YOUR GOAL: Count how many lines below contain the word "Sander", then give that number alone.

========

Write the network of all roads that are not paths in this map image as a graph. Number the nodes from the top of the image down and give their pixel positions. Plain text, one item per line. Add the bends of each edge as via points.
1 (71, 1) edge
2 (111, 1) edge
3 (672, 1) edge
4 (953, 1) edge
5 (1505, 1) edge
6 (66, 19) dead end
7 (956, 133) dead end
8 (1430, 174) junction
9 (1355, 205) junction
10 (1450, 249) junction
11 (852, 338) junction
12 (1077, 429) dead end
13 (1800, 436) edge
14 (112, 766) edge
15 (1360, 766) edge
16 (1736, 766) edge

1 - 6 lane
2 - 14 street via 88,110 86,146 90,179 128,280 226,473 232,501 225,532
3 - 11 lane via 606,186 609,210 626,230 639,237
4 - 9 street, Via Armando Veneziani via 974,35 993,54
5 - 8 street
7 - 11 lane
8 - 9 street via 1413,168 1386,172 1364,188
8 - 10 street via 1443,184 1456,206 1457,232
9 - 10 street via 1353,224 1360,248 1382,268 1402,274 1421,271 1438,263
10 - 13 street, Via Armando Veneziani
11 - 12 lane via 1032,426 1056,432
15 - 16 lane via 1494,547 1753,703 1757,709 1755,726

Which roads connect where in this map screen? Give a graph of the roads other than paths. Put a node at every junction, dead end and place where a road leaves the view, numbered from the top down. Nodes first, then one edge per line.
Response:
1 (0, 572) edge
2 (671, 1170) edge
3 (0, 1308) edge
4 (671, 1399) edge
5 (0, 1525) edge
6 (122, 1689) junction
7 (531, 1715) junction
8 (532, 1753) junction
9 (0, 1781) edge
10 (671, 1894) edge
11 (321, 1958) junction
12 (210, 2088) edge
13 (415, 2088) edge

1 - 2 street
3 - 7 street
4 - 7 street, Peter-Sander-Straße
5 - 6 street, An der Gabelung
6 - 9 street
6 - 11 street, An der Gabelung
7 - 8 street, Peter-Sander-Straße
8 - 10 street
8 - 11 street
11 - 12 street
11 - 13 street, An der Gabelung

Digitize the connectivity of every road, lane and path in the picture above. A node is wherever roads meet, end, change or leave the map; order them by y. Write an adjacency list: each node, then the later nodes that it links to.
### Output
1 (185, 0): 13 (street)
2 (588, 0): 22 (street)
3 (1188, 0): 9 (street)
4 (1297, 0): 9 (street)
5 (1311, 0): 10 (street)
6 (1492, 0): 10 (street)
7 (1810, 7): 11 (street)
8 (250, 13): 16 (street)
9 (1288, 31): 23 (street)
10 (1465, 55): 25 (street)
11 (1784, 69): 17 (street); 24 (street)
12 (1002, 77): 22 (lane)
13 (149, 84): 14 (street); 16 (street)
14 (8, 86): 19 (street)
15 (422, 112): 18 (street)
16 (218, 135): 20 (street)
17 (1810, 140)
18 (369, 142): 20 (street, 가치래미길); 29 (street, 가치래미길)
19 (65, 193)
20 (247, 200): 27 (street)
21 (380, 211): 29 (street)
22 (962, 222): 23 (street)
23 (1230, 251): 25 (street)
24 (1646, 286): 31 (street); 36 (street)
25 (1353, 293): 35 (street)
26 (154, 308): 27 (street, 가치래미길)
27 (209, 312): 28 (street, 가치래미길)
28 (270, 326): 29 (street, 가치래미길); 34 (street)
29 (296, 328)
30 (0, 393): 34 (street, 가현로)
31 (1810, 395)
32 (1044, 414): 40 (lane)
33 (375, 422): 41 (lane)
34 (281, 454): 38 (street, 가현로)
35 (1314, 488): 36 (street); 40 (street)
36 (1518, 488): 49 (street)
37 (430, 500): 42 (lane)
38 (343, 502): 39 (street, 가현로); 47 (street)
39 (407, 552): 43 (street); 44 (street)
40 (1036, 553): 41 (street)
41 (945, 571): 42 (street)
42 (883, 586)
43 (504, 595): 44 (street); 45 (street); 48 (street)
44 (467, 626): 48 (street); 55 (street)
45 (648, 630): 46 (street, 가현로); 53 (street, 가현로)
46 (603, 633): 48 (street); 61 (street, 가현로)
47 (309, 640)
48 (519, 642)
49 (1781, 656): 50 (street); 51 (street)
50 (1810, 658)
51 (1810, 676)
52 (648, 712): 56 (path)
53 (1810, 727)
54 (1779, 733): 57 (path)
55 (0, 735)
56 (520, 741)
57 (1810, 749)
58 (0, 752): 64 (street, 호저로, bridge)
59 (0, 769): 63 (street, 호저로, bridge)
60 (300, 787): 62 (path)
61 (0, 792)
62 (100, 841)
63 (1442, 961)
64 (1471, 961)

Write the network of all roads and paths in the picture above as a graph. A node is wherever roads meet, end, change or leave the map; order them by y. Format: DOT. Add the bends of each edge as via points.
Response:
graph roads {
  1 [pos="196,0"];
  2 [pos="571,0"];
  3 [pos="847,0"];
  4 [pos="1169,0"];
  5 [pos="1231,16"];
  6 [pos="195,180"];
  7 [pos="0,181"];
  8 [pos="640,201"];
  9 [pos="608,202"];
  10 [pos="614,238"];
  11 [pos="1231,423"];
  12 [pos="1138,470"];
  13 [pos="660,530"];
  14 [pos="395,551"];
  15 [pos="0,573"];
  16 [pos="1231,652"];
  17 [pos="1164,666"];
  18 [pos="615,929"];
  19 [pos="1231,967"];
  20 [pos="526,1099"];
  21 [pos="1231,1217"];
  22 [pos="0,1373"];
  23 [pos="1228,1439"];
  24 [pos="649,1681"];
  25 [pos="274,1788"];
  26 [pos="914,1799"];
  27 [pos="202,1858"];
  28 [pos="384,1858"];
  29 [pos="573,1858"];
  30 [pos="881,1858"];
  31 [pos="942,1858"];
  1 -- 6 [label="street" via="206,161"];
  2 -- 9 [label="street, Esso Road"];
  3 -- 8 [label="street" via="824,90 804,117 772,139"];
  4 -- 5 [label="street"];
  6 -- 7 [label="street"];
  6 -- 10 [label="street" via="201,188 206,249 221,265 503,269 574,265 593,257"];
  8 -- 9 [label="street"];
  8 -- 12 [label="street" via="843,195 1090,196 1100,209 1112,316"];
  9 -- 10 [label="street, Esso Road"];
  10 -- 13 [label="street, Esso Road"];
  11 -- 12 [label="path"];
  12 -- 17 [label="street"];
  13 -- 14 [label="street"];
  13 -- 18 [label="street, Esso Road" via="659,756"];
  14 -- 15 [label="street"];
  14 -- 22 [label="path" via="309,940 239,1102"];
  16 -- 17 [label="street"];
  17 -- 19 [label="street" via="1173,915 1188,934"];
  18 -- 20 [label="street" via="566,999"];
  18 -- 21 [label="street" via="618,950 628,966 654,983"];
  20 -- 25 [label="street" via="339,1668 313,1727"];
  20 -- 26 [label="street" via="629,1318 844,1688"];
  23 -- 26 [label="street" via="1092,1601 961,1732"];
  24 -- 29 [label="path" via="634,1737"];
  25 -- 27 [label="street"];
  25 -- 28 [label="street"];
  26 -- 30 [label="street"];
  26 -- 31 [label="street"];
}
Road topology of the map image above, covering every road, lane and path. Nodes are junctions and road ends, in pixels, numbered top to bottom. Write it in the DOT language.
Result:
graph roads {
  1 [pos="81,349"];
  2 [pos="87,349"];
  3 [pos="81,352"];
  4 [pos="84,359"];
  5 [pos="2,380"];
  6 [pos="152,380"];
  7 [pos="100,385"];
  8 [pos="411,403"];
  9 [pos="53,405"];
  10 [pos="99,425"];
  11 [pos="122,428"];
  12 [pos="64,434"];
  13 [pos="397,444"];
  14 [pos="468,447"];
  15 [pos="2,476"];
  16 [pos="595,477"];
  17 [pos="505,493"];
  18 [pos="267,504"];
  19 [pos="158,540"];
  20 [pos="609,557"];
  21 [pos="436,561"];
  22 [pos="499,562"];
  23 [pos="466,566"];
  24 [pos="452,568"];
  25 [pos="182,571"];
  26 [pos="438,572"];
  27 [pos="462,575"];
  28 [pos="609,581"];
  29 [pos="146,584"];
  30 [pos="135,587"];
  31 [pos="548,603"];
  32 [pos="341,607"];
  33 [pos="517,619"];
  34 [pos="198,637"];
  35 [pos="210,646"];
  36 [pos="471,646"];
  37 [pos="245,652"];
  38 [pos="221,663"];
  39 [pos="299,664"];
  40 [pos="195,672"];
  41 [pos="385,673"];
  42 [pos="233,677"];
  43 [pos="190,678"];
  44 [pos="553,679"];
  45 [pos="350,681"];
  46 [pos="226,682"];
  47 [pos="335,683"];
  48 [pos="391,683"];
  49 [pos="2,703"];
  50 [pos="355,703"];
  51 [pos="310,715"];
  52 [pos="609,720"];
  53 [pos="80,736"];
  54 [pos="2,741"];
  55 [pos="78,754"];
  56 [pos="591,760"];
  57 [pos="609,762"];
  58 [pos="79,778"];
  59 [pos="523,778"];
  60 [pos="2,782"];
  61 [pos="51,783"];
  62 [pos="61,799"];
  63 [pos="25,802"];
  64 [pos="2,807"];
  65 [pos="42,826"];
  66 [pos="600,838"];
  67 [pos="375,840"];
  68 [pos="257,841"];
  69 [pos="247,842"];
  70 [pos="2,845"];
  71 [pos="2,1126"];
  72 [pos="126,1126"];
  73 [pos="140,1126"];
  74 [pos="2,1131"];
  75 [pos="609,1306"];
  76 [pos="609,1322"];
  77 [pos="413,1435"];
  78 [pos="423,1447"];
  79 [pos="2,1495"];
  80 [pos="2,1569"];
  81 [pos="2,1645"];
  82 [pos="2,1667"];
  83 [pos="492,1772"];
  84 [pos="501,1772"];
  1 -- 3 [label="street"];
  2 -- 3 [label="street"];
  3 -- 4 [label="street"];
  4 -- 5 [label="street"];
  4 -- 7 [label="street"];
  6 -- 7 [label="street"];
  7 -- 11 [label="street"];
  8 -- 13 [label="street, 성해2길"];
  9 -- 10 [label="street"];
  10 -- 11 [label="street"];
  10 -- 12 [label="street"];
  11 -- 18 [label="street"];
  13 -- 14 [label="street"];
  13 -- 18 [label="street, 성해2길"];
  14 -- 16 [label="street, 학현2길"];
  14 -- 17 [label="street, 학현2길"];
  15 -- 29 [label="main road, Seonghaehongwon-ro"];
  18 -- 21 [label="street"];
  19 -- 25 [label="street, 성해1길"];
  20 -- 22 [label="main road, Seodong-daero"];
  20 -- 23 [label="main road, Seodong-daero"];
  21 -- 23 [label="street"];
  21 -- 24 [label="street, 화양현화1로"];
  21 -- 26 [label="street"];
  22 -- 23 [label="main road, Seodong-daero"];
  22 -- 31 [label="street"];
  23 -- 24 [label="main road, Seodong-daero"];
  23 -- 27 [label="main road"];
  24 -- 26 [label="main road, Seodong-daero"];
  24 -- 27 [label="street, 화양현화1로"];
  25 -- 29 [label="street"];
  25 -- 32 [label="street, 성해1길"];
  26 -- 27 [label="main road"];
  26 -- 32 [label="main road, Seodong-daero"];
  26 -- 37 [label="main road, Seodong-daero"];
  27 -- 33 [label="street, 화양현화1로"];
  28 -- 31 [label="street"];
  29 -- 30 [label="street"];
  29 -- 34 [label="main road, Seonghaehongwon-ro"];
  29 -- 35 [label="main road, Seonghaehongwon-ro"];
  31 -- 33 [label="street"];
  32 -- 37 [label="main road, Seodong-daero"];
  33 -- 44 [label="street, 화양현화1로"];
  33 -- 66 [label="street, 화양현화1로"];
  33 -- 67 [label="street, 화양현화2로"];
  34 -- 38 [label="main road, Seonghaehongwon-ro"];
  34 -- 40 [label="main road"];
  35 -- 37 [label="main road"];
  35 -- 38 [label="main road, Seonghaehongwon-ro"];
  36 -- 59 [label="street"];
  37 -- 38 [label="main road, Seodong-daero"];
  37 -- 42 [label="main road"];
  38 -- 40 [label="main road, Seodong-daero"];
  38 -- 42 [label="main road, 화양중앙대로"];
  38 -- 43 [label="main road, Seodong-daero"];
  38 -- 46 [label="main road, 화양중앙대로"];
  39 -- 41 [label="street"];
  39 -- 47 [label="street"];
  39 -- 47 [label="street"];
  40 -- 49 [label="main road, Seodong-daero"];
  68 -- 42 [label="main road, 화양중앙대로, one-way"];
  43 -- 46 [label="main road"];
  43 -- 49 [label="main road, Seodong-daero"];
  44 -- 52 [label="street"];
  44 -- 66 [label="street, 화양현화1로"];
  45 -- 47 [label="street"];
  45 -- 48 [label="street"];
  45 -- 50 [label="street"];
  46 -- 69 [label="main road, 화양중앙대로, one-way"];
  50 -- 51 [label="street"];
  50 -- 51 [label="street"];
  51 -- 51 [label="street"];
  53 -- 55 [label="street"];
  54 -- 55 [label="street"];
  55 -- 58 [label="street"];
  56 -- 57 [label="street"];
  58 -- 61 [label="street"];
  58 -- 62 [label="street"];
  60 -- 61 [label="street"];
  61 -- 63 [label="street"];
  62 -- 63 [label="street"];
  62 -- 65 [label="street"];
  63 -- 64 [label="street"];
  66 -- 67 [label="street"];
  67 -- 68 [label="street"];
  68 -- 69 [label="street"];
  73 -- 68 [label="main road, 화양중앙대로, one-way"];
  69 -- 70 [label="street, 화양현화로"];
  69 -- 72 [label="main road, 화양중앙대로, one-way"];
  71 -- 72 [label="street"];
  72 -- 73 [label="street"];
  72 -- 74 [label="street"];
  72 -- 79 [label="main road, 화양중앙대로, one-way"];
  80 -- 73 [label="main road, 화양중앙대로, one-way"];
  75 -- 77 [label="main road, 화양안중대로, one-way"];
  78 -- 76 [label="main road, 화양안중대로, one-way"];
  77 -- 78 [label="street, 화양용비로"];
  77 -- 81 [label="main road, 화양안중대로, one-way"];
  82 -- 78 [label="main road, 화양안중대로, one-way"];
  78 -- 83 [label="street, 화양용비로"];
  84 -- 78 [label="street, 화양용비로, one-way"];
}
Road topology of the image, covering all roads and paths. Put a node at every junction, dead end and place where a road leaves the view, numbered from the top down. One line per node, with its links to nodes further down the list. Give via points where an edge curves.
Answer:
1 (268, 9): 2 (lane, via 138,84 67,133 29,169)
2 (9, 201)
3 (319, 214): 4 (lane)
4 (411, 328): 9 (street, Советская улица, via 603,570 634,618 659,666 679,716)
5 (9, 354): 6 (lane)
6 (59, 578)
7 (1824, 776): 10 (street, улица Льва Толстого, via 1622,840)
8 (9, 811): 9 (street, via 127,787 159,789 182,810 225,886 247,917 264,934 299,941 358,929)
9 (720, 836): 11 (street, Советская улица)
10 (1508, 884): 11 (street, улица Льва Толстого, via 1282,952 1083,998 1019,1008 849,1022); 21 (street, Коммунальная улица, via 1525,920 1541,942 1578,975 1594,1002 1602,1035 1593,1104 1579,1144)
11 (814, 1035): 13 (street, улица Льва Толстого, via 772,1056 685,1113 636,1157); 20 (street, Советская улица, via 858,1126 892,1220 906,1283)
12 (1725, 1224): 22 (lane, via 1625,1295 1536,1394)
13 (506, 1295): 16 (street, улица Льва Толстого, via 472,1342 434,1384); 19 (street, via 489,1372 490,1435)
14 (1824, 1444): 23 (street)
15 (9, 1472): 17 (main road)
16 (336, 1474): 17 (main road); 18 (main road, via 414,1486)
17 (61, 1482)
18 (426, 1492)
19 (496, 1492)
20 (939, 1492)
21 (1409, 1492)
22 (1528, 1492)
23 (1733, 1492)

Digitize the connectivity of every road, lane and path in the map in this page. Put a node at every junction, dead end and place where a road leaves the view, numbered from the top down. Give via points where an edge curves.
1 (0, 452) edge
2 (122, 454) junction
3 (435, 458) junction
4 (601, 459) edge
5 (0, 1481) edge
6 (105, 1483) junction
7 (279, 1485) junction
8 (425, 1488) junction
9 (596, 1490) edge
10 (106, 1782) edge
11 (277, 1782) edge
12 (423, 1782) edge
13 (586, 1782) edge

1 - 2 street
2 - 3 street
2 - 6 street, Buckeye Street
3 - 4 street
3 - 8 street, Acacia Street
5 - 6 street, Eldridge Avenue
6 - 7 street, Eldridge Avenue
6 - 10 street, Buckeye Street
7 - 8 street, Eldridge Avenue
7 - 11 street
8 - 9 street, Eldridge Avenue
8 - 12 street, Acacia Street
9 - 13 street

========

FINISHED TASK: 2